Makueni politicians have over the period used the poor roads infrastructure as an election pledge, an issue which the residents hoped will come to an end with the Constitution. They have four main issues they want urgently addressed; roads, water, land tussles and education, which under the current governance stand-off in the County will not be realized.
“We are better off removing this County government now, have an election and get new leaders, whom even if they have just one year to work for residents, will ensure we get better services for that one year, than bicker for five years,” stated Joseph Syoki, an activist in the County.
The residents who are proud of the move to petition for the dissolution of the county say the MCAs are only concerned about foreign trips in far flung countries and in subjects which they are not conversant with neither will they be of benefit to the residents. Anne Karimi, a chairlady of several women groups in the County asked “how can an MCA claim to be learning something in Israel yet they do not know basic English as they quit school in class two?”
To them, the county assembly has refused to ensure that the county realizes development. They are however in praise of the Constitution stating that it has had some tangible differences in the people since its promulgation on 27th August 2010. They explain that power now belongs to the people unlike before, the government is nearer to the people through the offices of the Governor and Ward Administrator and people awakening through various civic education forums.
Last week, the Senate approved the nomination of commission of inquiry into the affairs of the County. The commission that holds the fate of the County will be chaired by lawyer Mohammed Nyaoga. Other members include National Police Service Commission (NPSC) Chairman Johnston Kavuludi, Emily Gatuguta, former Mombasa Mayor Taib Ali Taib, Alice Wairimu Nderitu and Harrison Maithya.

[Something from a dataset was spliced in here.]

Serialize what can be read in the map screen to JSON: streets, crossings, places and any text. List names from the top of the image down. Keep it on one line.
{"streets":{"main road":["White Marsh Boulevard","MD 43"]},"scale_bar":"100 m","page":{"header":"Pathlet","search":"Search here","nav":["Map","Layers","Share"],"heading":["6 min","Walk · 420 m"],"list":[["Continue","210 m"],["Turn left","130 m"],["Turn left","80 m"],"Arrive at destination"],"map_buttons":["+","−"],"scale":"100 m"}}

The President picked the commission after the Independent Electoral and Boundaries Commission (IEBC) verified the names of the 50,826 residents who petitioned him over the dissolution of the county. This followed a unanimous decision by the Council of Governors who blessed the process to take its rightful course. The team has since been sworn in by the Chief Justice.
During the vetting process, some nominees like Nyaoga and Gatuguta told the Senate that while they have six months to hand over their report to the President, they expect to finalize within two months. “The ground rules have been laid. We will take two months to complete this process and if anyone has any intentions to delay this process, he will not be tolerated,” Nyaoga asserted.

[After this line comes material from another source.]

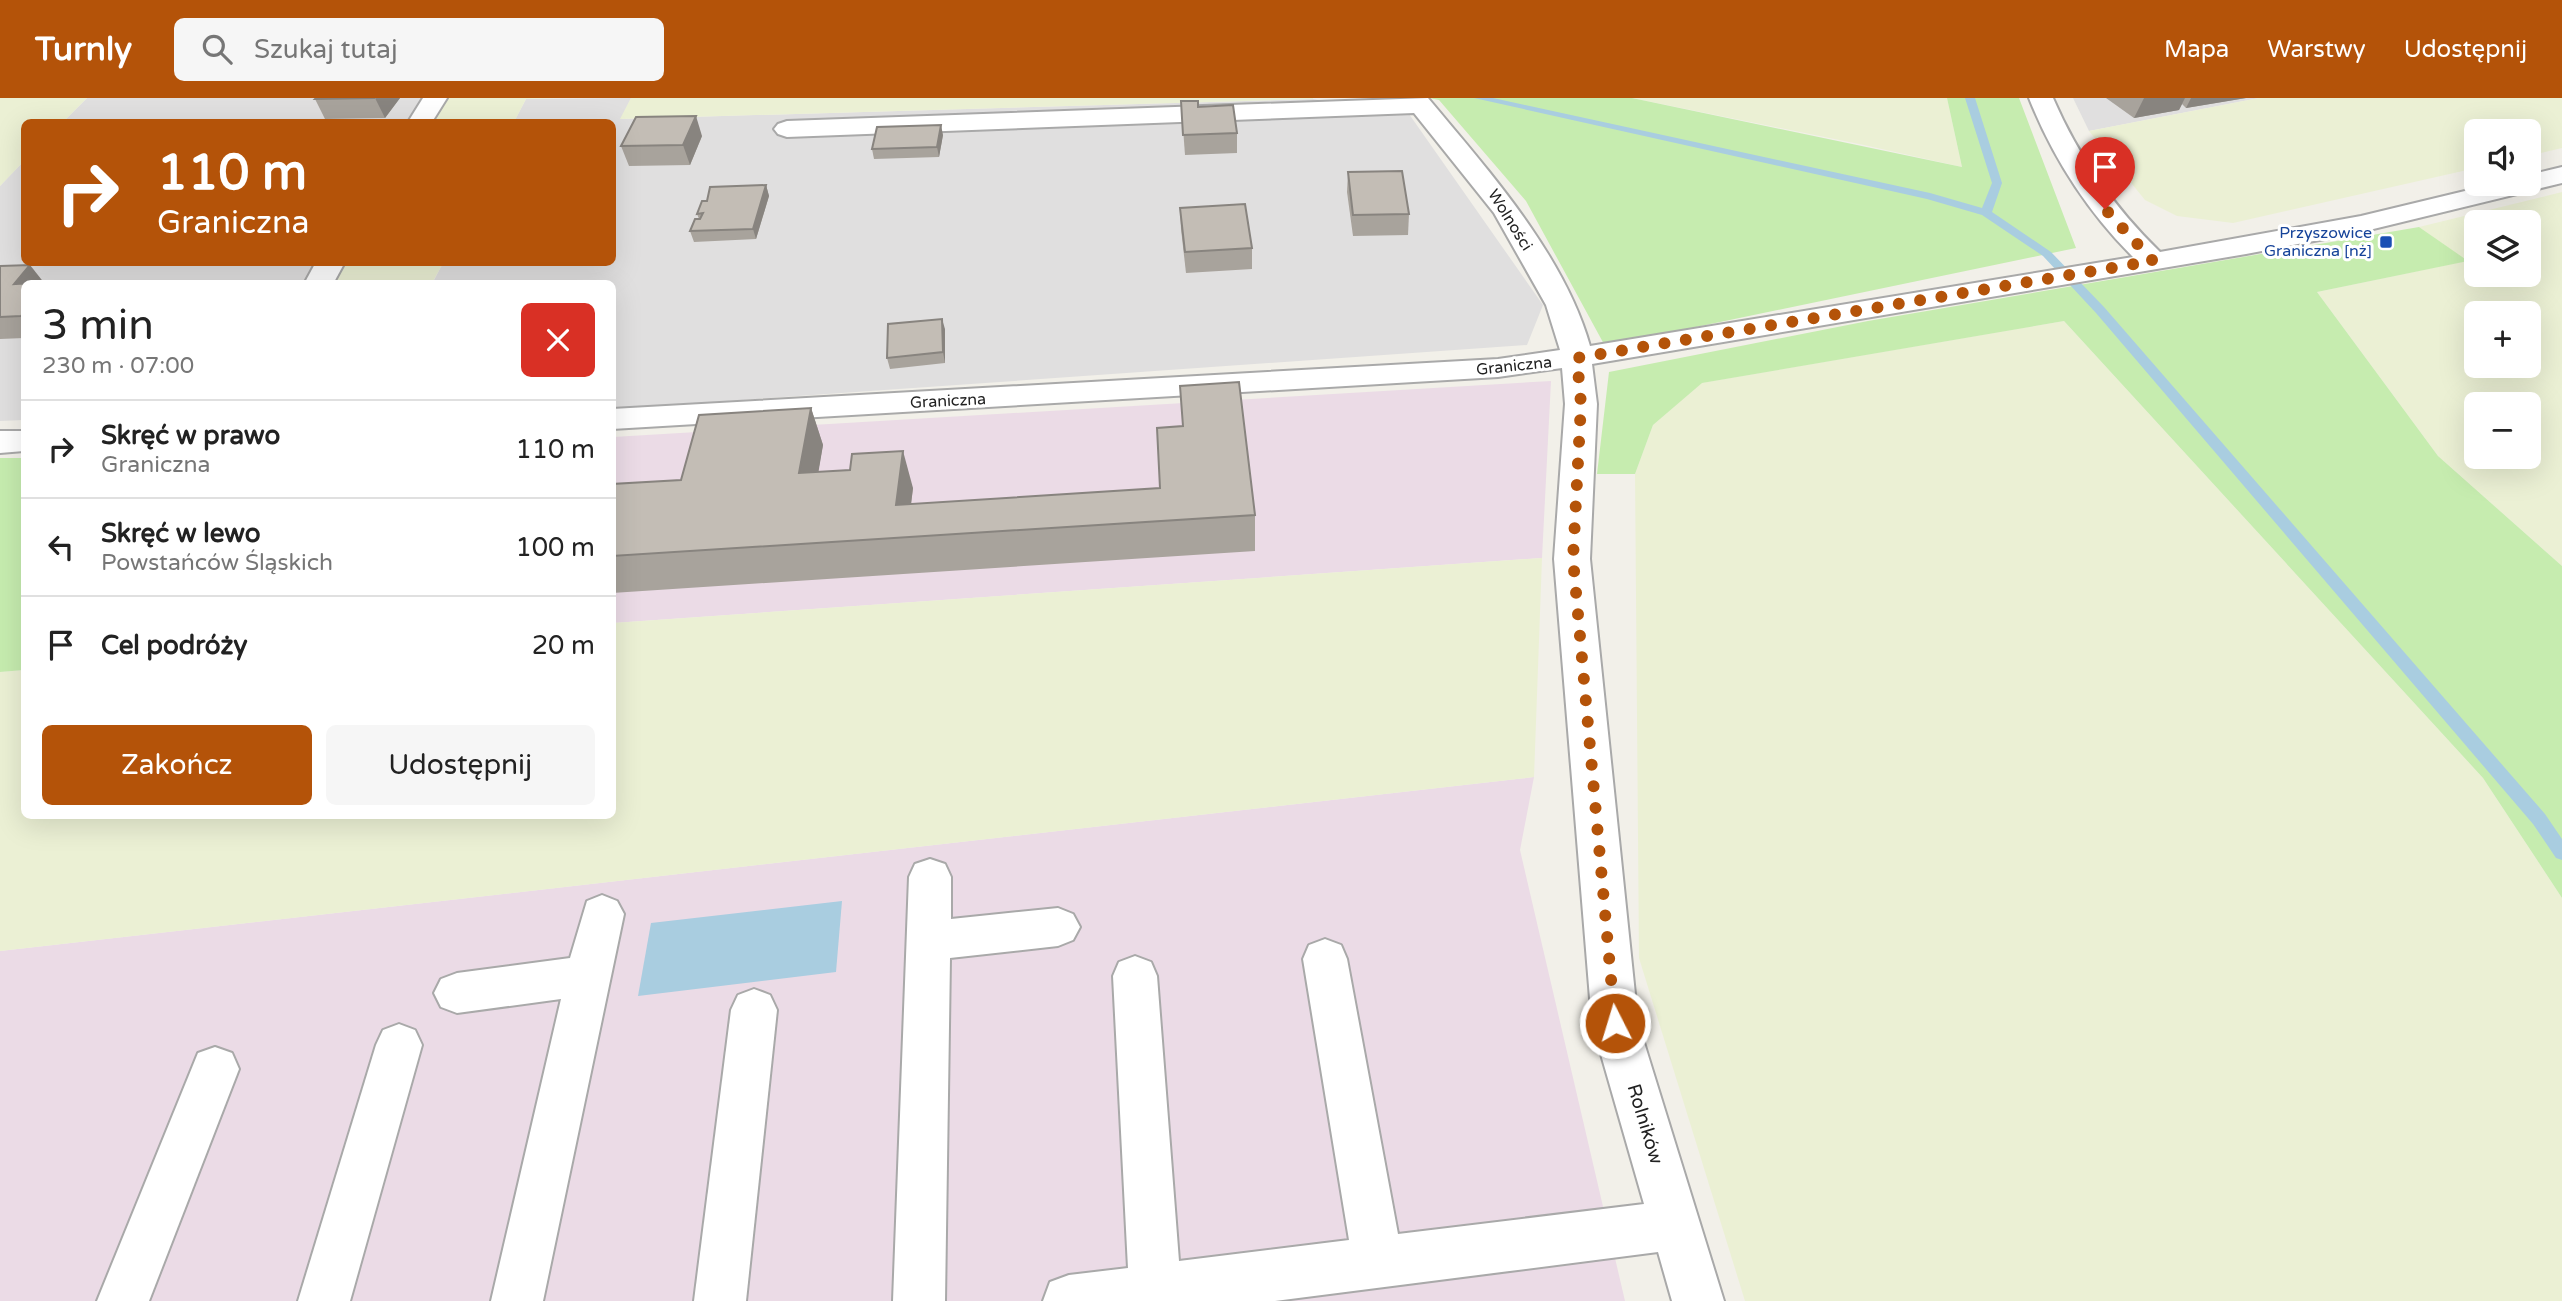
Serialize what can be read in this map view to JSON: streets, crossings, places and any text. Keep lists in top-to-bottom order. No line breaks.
{"streets":{"street":["Wolności","Graniczna","Rolników"]},"crossings":[["Wolności","Graniczna"],["Wolności","Rolników"],["Graniczna","Rolników"]],"places":{"transit":["Przyszowice Graniczna [nż]"]},"page":{"header":"Turnly","search":"Szukaj tutaj","nav":["Mapa","Warstwy","Udostępnij"],"map_buttons":["+","−"],"turn":["110 m","Graniczna"],"heading":["3 min","230 m · 07:00"],"list":[{"name":"Skręć w prawo","note":"Graniczna","value":"110 m"},{"name":"Skręć w lewo","note":"Powstańców Śląskich","value":"100 m"},{"name":"Cel podróży","value":"20 m"}],"buttons":["Zakończ","Udostępnij"]}}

Makueni County residents say they have had their issues drag for too long. They lament that the divisions between the executive and the assembly have delayed budget making process such that during the first financial year, it delayed by six months while in the second year, it delayed by nine months.
Moreover, they were taken aback by the President’s decision to drag his feet to appoint the commission. Neither the Constitution nor the County Governments Act provides timeline for the President to nominate the Commission, a lacuna which the residents say needs to be filled.

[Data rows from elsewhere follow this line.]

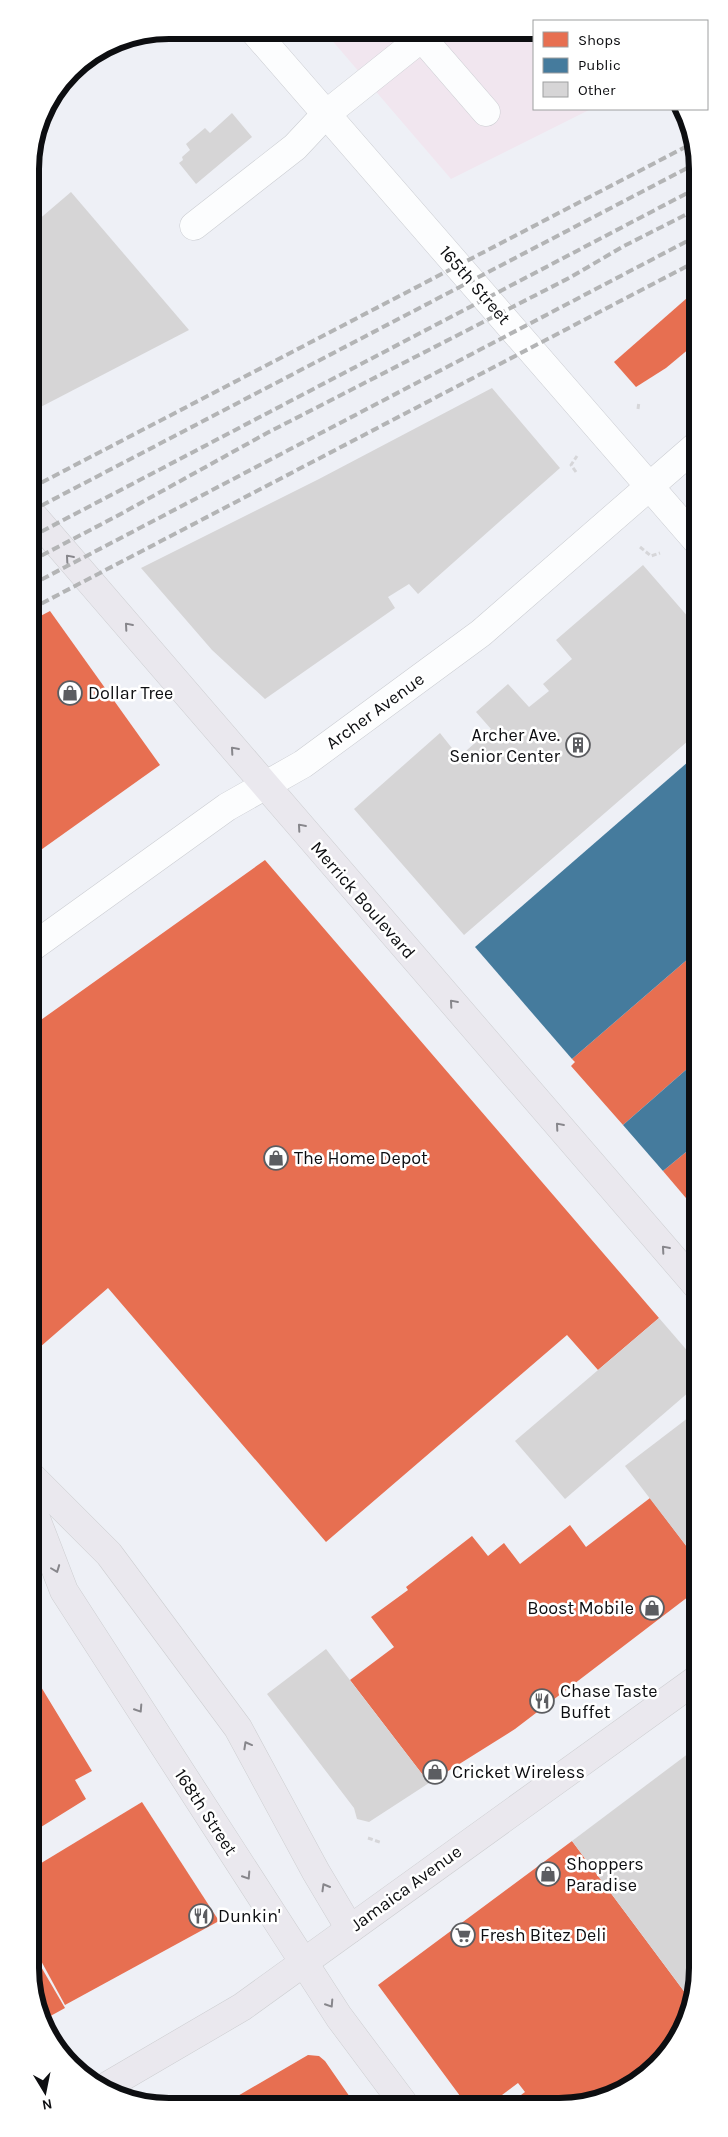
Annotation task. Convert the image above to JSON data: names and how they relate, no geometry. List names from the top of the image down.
{
  "streets": {
    "main road": ["Merrick Boulevard", "168th Street", "Jamaica Avenue"],
    "street": ["165th Street", "Archer Avenue"]
  },
  "crossings": [
    ["165th Street", "Archer Avenue"],
    ["Archer Avenue", "Merrick Boulevard"],
    ["168th Street", "Jamaica Avenue"]
  ],
  "one_way": ["Merrick Boulevard"],
  "places": {
    "shop": [
      "Dollar Tree",
      "The Home Depot",
      "Boost Mobile",
      "Cricket Wireless",
      "Shoppers Paradise"
    ],
    "building": ["Archer Ave. Senior Center"],
    "restaurant": ["Chase Taste Buffet", "Dunkin'"],
    "supermarket": ["Fresh Bitez Deli"]
  },
  "legend": ["Shops", "Public", "Other"],
  "north": "bottom"
}
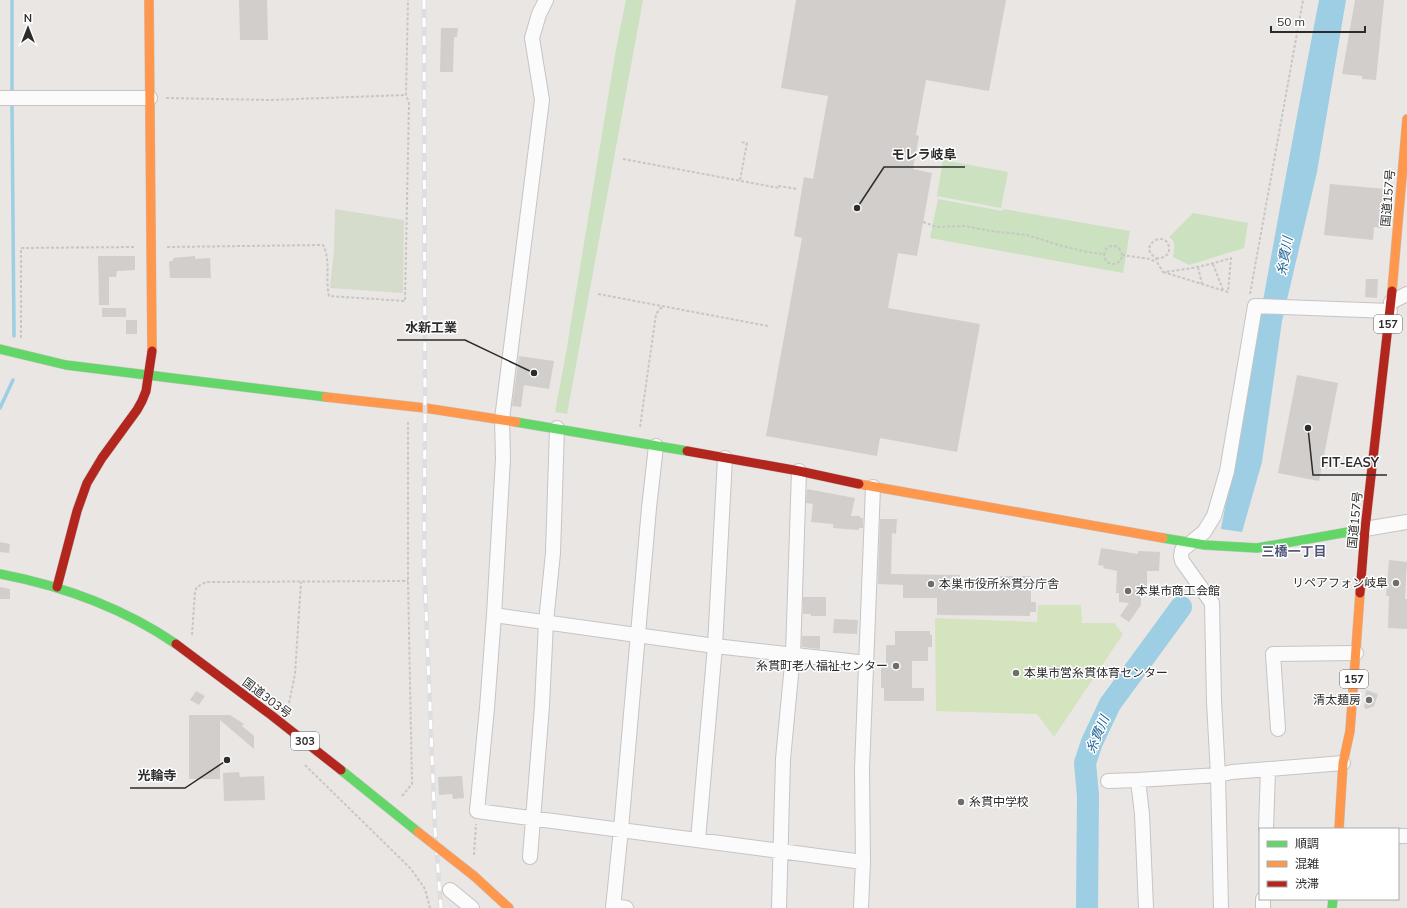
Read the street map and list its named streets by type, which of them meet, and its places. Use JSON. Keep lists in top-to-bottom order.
{
  "streets": {
    "main road": [
      "国道157号",
      "157",
      "国道303号",
      "303"
    ]
  },
  "districts": ["三橋一丁目"],
  "water": ["糸貫川"],
  "places": [
    "モレラ岐阜",
    "水新工業",
    "FIT-EASY",
    "リペアフォン岐阜",
    "本巣市役所糸貫分庁舎",
    "本巣市商工会館",
    "糸貫町老人福祉センター",
    "本巣市営糸貫体育センター",
    "清太麺房",
    "光輪寺",
    "糸貫中学校"
  ],
  "legend": ["順調", "混雑", "渋滞"],
  "scale_bar": "50 m",
  "north": "top"
}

Makueni County is setting precedence that people have a right and power to determine their political leadership. How this case is decided will have ramifications on the future of counties especially in terms of dispute resolution, management and general governance of devolved units. However for the residents, their hope is that the commission will quickly get down to business and wrap up its work fast enough to ensure that they go back to the ballot and elect a new County leadership that they know will safeguard their interests. They are confident that new people, especially MCAs will have taken a lesson from the current members and not repeat their mistakes.